Directions for this task: Copy out, from the data below, each line in which the word "paths" occurs.

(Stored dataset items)
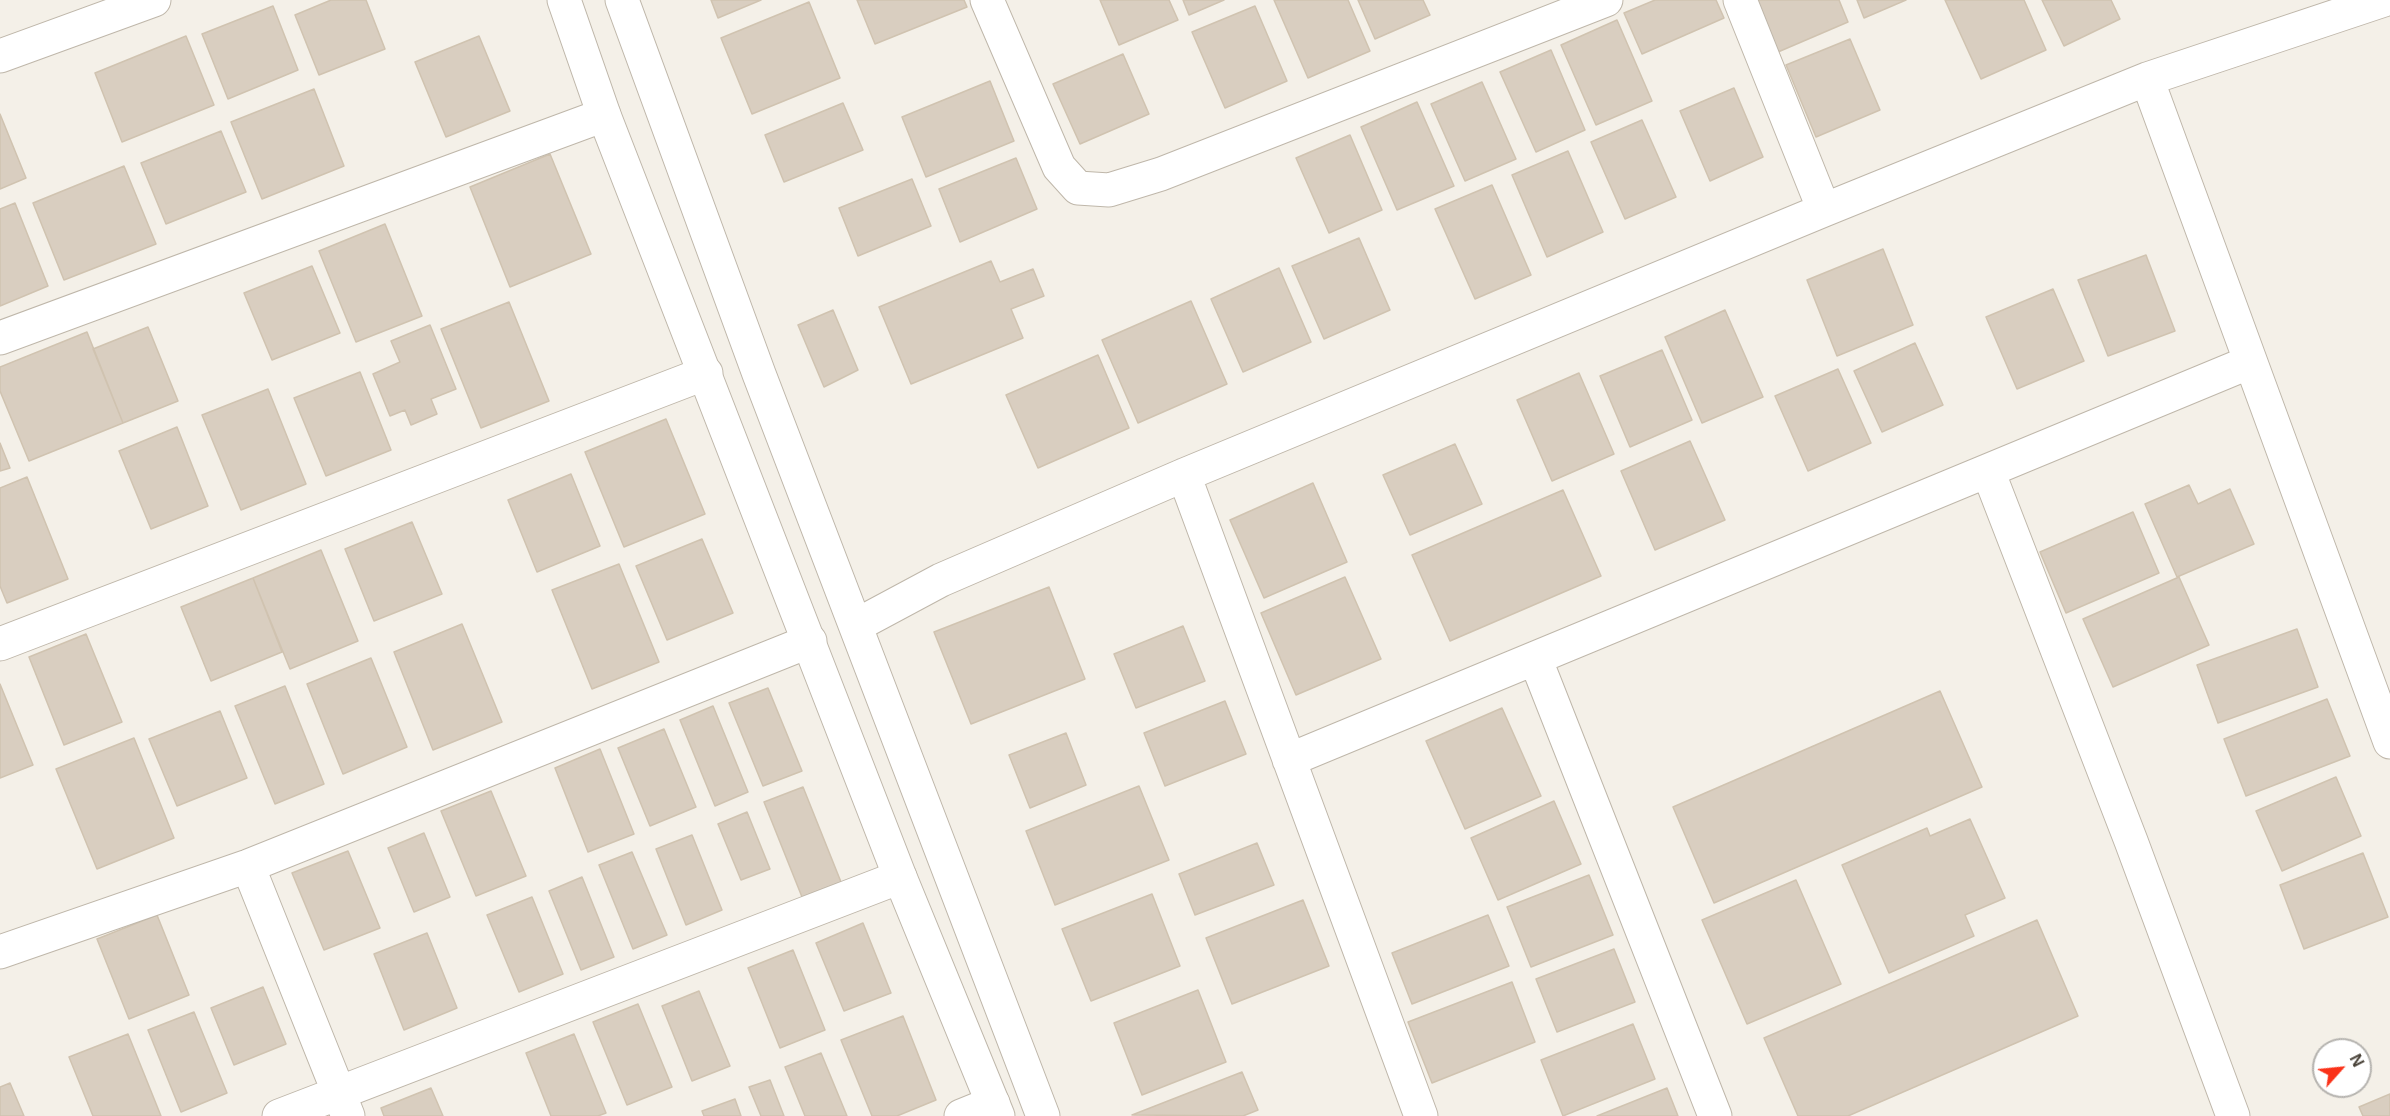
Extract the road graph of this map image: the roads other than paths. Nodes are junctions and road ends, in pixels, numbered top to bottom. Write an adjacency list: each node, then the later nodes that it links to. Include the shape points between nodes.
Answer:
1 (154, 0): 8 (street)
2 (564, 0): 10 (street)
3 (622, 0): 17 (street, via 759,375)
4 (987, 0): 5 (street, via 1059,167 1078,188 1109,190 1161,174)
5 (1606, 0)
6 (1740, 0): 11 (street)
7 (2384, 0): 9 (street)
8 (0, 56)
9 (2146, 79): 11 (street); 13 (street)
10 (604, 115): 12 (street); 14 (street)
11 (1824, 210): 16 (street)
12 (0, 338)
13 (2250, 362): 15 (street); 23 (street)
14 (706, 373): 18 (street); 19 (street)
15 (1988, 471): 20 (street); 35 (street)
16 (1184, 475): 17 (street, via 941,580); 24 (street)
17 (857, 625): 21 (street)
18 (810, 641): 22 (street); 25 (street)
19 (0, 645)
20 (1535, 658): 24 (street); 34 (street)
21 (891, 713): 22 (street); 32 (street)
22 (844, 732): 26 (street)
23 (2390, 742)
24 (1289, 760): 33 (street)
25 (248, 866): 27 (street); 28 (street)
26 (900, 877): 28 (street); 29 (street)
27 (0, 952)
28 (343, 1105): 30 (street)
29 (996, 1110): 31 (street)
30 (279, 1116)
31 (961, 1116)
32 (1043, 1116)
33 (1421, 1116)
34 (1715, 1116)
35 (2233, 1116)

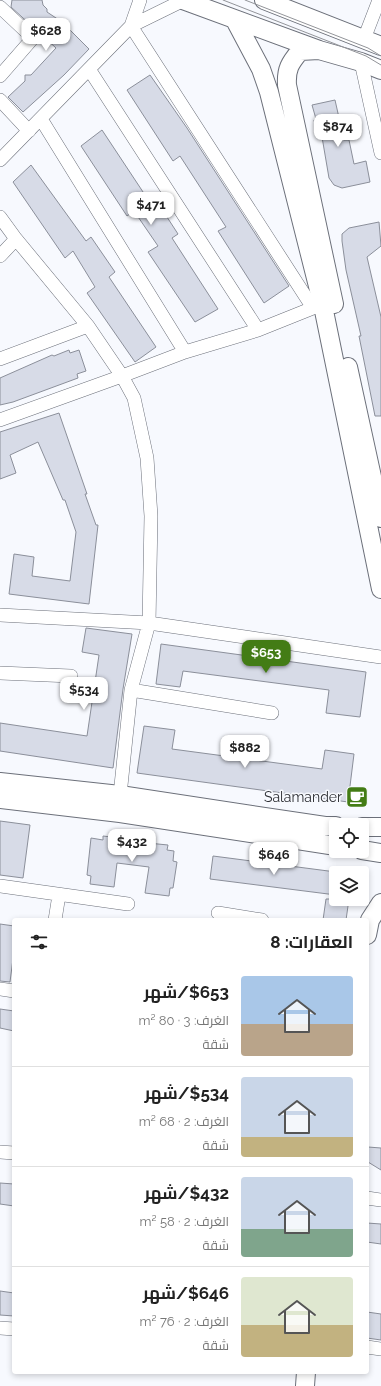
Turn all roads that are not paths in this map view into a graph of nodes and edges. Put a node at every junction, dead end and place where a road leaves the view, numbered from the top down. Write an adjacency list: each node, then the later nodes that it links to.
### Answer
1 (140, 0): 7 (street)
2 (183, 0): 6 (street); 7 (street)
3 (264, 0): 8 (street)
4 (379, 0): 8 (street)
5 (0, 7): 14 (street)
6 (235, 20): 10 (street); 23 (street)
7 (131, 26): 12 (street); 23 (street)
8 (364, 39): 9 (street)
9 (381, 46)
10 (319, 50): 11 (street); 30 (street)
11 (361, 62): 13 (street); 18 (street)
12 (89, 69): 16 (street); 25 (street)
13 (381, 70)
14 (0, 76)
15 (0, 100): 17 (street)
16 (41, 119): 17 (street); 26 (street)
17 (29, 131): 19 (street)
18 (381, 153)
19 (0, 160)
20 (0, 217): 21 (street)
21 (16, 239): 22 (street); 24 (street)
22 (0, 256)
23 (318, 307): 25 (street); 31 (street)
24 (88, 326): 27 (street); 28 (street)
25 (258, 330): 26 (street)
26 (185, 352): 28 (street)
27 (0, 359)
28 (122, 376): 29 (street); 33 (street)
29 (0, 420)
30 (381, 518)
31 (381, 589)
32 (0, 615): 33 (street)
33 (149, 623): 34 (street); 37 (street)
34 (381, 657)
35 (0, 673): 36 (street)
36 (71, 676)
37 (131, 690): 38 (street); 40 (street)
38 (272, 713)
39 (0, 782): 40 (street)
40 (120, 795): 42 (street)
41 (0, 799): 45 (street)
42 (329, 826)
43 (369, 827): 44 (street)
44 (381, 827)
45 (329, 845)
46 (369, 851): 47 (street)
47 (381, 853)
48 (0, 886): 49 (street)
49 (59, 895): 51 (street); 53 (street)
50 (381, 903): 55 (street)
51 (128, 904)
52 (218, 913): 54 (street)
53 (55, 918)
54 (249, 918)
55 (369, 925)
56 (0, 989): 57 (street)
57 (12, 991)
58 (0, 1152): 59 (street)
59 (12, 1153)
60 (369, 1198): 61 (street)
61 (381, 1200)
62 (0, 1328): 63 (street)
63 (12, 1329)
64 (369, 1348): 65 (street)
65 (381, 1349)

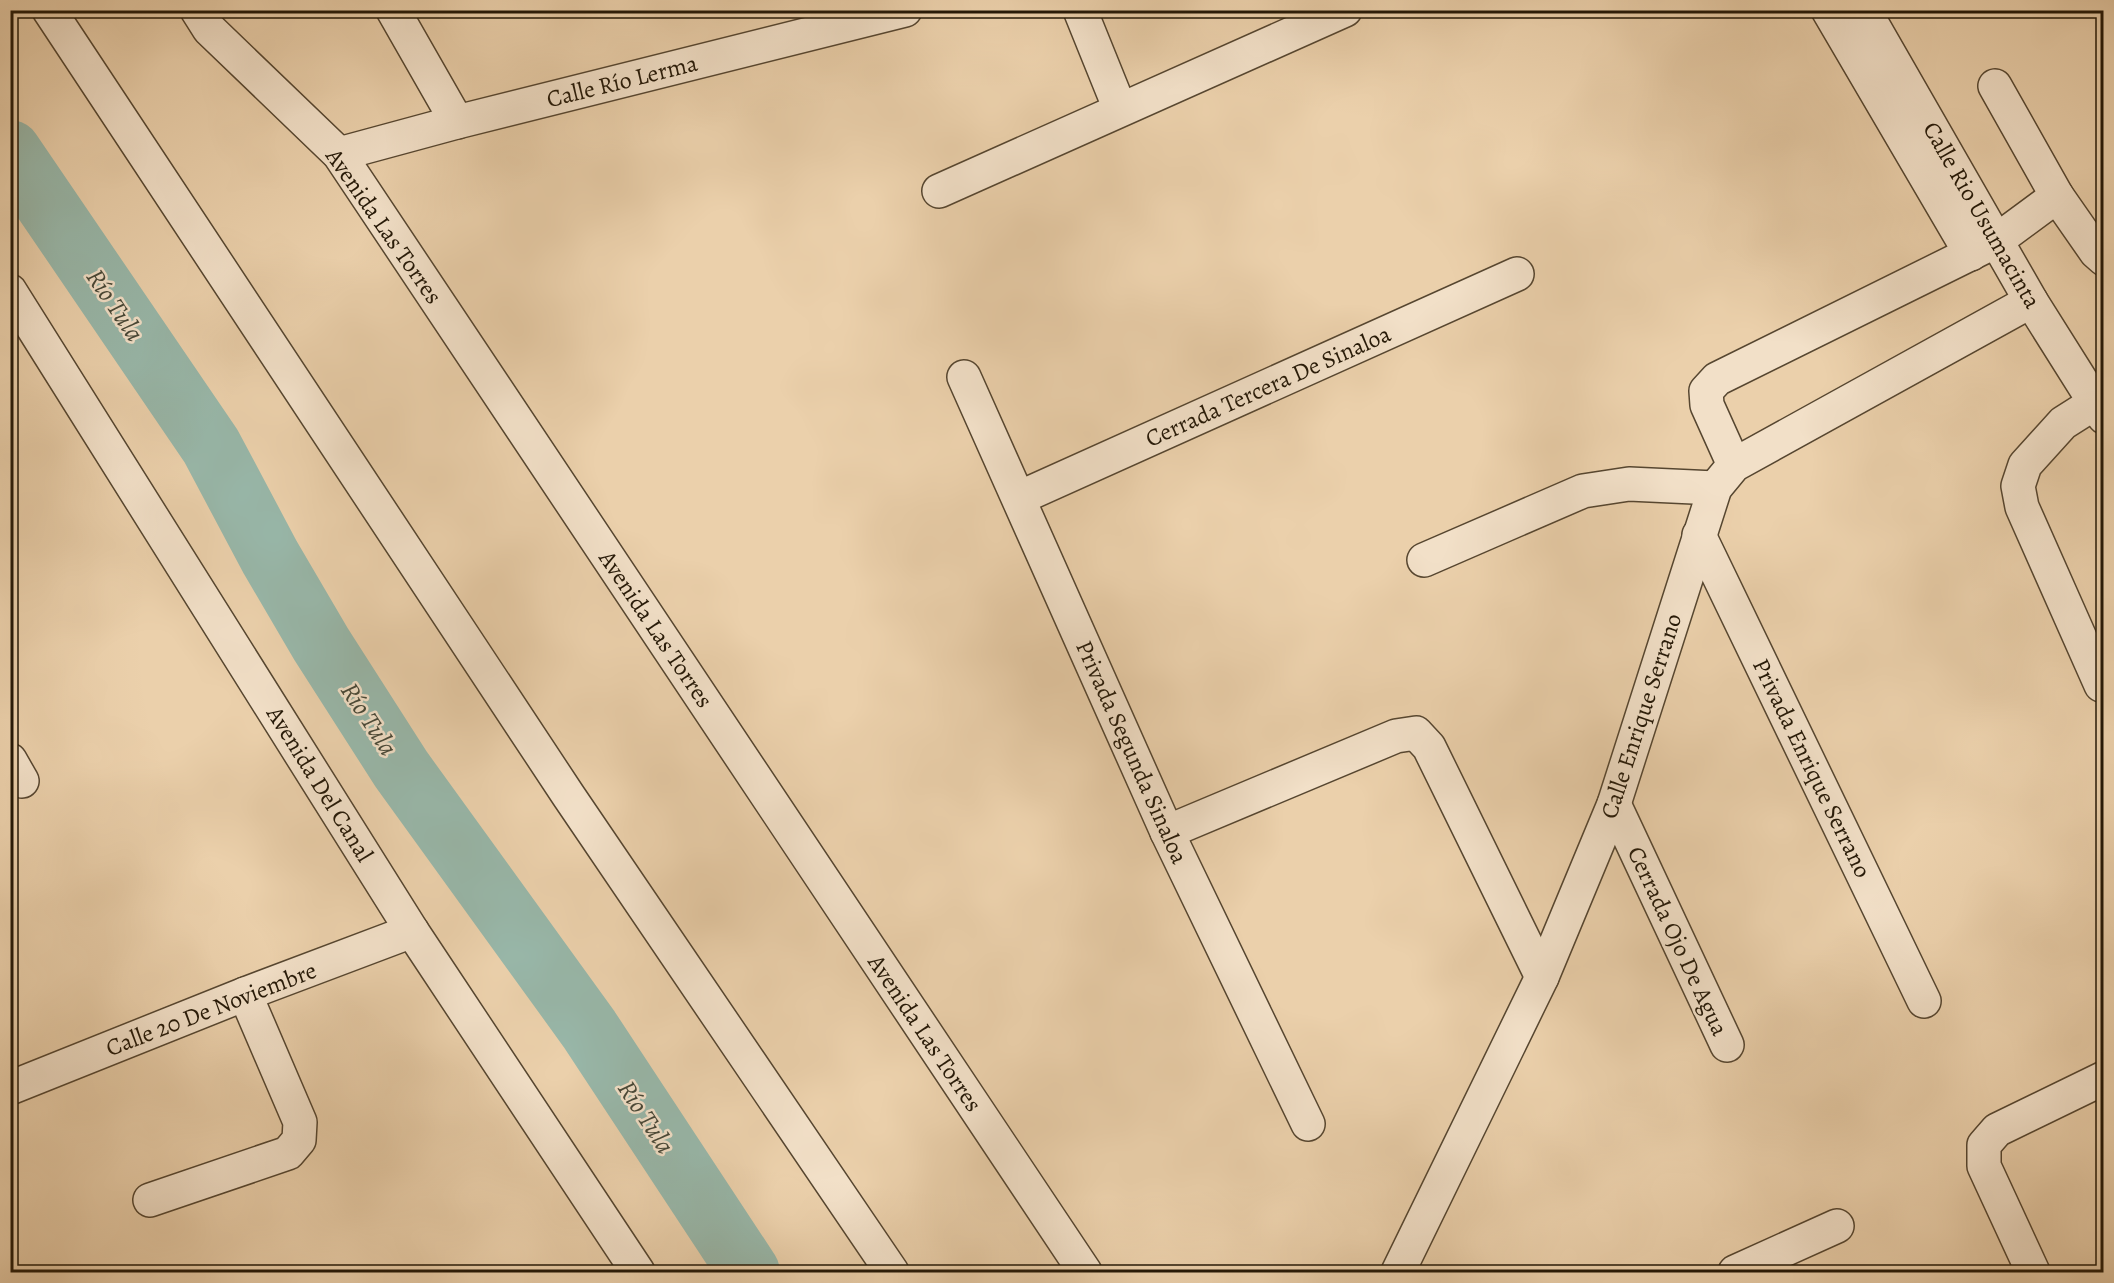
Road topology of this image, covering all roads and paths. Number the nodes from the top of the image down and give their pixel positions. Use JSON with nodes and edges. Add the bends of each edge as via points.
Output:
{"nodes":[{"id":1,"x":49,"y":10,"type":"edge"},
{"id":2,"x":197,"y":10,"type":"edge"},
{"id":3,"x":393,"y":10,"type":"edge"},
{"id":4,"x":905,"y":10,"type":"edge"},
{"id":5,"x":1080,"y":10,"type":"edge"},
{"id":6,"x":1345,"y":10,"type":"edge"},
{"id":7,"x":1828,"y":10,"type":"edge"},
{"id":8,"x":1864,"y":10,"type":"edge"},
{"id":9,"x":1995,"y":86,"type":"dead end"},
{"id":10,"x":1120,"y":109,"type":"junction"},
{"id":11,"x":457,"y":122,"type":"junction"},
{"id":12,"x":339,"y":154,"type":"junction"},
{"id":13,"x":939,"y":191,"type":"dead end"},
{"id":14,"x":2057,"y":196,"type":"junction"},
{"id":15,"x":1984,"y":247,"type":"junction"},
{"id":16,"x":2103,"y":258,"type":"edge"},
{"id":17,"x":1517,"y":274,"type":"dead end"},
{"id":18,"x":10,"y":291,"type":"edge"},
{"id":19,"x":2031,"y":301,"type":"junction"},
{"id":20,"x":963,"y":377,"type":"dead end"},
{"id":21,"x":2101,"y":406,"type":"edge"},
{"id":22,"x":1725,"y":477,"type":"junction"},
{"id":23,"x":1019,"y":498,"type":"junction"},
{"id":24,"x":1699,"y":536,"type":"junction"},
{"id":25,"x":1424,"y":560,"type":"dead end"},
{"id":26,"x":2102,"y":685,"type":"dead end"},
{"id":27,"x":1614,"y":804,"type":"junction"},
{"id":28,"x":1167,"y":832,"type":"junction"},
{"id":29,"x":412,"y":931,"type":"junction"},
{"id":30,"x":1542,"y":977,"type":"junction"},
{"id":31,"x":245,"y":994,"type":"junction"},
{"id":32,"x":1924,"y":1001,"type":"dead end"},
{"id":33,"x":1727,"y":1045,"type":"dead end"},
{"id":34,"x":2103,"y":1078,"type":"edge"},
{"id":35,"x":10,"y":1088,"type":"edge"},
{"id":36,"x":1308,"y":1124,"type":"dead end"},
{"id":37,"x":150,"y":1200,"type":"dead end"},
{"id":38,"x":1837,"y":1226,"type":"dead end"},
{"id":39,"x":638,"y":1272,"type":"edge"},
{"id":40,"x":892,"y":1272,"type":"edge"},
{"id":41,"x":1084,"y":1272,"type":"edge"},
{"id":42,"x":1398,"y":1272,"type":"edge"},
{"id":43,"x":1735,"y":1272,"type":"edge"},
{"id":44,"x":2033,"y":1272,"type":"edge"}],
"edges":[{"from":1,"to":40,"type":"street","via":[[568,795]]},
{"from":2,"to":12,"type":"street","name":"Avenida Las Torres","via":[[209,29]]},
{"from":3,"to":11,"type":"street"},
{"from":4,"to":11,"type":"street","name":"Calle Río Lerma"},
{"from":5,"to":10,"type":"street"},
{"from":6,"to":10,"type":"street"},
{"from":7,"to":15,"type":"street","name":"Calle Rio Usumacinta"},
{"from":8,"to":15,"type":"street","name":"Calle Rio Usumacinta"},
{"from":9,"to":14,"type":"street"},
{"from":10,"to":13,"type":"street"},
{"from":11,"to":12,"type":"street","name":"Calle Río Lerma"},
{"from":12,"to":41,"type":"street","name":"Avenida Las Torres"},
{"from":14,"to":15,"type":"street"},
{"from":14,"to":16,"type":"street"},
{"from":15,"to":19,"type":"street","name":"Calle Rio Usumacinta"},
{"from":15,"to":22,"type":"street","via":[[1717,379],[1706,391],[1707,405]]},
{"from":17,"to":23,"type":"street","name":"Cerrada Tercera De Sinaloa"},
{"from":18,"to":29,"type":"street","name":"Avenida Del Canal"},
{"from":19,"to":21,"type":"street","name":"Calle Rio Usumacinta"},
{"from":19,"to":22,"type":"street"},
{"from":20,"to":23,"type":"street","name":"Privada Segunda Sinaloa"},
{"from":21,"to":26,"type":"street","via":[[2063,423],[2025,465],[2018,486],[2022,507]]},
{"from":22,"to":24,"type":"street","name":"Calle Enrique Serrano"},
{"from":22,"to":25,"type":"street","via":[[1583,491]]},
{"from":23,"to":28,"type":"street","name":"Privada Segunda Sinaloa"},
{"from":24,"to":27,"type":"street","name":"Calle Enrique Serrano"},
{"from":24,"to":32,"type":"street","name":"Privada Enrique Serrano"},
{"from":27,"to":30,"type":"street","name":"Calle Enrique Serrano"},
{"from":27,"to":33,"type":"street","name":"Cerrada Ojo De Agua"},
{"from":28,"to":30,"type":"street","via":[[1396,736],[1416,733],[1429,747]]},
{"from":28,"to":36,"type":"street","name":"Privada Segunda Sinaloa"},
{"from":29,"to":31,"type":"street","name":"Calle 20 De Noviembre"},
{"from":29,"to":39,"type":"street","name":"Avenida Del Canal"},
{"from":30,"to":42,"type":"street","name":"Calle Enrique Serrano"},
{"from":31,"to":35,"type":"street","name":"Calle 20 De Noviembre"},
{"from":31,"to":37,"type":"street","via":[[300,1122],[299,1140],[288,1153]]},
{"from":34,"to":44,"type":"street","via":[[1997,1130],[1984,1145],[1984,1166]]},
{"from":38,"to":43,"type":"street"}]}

Answer to the exercise:
Extract the road graph of this map image: the roads other than paths. Nodes are junctions and road ends, in pixels, numbered top to bottom. Write an adjacency list: each node, then the later nodes that it links to. Include the shape points between nodes.
Turn all roads that are not paths in this map view into a graph of nodes and edges. Put a node at every junction, dead end and place where a road leaves the view, numbered from the top down. Write an adjacency list: each node, then the later nodes that it links to.
Road topology of this image, covering all roads and paths. Number the nodes from the top of the image down and give their pixel positions. Use JSON with nodes and edges. Add the bends of each edge as via points.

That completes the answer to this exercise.